I've strained over BMs my whole life and never new it was bad. Apparently it is very unhealthy. It is hard to learn how to have a healthy BM at my age but never to late to learn.
I have "cramping" around BMs and at times I have burning pain in the right side of my pelvis that gets worse after a BM. My urogyn thinks it could be endo related since I have endometriosis. Until someone does a lap to rule that out I just deal with the BM "cramping" and burning pain.
If its distressing you or feel it isn't normal it won't hurt to make a call to your family doc.

hugs,
Ophelia

I asked my PT about this two days ago. She said to either try three flicks, or three quick kegels to send a message to the bladder, or try to do deep belly breaths to relax the nerves that are being set off. I have tried both, but so far, nothing has helped. If anyone finds anything that works, please let us know! After a BM my frequency increases a whole lot, for several hours or even all day.

My physical therapist told me to do the
exact same things as yours told you. It has not helped.
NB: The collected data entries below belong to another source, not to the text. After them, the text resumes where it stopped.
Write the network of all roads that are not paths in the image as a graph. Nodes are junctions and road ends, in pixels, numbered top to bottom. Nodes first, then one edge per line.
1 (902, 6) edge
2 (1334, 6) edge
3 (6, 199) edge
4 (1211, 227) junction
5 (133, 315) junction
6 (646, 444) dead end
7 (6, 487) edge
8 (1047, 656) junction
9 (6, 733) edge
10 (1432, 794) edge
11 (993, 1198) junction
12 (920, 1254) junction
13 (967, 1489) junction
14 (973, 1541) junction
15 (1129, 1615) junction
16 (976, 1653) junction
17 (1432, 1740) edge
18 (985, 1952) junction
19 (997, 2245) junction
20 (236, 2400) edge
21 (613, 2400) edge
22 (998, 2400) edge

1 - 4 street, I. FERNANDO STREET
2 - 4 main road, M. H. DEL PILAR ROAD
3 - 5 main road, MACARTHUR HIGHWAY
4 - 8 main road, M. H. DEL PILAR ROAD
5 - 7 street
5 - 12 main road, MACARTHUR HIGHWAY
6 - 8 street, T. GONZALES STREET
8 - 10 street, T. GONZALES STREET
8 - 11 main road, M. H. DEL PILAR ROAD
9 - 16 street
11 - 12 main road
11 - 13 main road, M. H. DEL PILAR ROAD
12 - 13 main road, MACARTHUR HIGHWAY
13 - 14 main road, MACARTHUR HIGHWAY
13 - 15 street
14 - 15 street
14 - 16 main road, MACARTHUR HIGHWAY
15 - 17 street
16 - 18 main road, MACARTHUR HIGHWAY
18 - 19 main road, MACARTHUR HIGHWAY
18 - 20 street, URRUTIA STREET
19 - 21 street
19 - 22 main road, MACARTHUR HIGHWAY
BUT when I listen to a relaxation tape, bought on this site, and do Dahn breathing where you take a breath in and push your stomach out and then breath out and push your stomach in, it does really help relieve the pain and urgency. I keep my hands on my belly while doing it, and the pain and urgency disappear. A pillow under my legs and ice help while doing this. The rest of the time I sit on ice. Doing these things have helped more than all these meds put together. Too bad we can't stay in bed or sit on ice all day! krisssy

That's great info! I'm going to look into getting that tape.

I asked my PT about this two days ago. She said to either try three flicks, or three quick kegels to send a message to the bladder, or try to do deep belly breaths to relax the nerves that are being set off. I have tried both, but so far, nothing has helped. If anyone finds anything that works, please let us know! After a BM my frequency increases a whole lot, for several hours or even all day.

Gosh, I thought I was going mad, but it appears my #1 flare is this! What do you mean by "three flicks", musiclover? Not much works for me, but worth a try.